Memory comes courtesy a single 1GB stick of PC4300 DDR2. Upon initial usage I thought this was enough to get by but it quickly became clear that this wasn’t the case, especially as the onboard graphics chipset takes a portion of it. The problem stems from the fact that, as memory runs out, the system needs to use the pagefile to allow programs to continue running but with a slow laptop hard drive this becomes unbearably slow. Adding in an extra 512MB sorted this out for the most part but I’d recommend going for 2GB if you plan to do anything more than browsing the web and writing Word documents, especially if you plan to add a TV tuner and use this as a low power HTPC. Either that or, rather than fork out for some extra RAM, you might be better served by opting for Windows XP Home as it is less memory hungry.
The GPU is incorporated into the motherboard, which is based on the AMD 690G chipset, and as such the 940 BE isn’t a gaming powerhouse. It’ll play all current DirectX 9 games but at very low resolutions and detail, stuff like The Sims and World Of Warcraft should be fine though.
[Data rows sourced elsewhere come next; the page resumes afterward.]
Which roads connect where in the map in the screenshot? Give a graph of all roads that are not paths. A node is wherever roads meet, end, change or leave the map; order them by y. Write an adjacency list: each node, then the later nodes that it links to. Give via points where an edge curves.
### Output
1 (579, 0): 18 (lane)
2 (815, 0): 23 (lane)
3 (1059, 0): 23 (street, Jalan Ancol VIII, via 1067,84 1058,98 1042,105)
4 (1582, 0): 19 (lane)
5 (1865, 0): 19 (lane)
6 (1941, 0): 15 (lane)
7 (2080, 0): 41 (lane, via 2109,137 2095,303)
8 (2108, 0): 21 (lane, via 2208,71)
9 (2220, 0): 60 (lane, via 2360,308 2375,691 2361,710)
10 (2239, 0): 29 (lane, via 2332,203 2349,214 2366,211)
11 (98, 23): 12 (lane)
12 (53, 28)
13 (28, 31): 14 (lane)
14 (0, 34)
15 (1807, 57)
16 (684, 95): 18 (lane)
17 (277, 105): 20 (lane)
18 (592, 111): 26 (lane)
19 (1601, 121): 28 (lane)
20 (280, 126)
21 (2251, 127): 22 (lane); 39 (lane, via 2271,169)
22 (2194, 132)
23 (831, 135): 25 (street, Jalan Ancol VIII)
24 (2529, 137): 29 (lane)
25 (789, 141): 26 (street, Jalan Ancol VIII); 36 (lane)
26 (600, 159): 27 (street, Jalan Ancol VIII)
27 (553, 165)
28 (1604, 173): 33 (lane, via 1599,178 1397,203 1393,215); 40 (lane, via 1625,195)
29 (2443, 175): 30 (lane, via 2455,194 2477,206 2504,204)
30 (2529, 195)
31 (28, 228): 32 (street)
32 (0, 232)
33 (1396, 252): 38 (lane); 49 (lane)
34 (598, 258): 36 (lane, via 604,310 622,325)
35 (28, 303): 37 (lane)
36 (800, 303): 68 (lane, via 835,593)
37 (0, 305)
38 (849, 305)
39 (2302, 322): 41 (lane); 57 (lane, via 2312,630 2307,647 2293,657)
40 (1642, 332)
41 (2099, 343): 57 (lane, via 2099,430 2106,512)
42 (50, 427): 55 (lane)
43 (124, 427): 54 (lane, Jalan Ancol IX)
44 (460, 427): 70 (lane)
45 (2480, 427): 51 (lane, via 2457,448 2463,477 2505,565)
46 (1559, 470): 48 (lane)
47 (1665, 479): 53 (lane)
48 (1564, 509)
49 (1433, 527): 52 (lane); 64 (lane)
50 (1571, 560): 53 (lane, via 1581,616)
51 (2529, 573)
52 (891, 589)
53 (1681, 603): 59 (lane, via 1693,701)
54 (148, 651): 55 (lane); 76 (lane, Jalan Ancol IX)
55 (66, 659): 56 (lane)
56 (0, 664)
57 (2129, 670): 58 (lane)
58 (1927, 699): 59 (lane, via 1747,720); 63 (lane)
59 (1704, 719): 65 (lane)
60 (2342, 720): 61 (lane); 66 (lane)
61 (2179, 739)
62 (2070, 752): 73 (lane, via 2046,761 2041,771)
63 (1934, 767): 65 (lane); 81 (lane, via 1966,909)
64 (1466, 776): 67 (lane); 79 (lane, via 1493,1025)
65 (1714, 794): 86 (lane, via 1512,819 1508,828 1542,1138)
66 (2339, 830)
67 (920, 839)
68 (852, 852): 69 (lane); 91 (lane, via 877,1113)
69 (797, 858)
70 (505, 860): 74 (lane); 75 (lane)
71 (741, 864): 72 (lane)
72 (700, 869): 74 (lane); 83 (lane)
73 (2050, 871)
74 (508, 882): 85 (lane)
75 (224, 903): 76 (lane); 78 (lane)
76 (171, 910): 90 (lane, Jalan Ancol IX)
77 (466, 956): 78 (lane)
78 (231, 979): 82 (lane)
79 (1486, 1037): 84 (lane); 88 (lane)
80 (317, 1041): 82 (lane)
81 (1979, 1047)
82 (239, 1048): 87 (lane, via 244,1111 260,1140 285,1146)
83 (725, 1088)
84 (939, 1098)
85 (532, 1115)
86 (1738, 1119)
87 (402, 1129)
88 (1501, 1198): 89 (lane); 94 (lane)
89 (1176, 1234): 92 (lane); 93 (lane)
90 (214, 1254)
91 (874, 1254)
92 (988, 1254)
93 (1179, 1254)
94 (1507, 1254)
To test power consumption we plugged the PC into the mains through our power monitor and manually recorded the power draw. Two measurements were taken, one with the PC idle and another with it running Prime95 and 3DMark06. For comparison we used a test bed based on an MSI K9AGM2-FIH motherboard, which uses the same chipset as the GreenPC. We popped in a typical desktop CPU – the AMD Athlon64 X2 5000+ and a 1GB stick of OCZ memory running at PC9200 speed, and added a 400GB Seagate Barracuda desktop hard drive and standard CD/DVD drive to make a full system. To show the difference that a high power graphics card makes, we also added in an 8800 GTS 320MB and ran the tests again with this as well.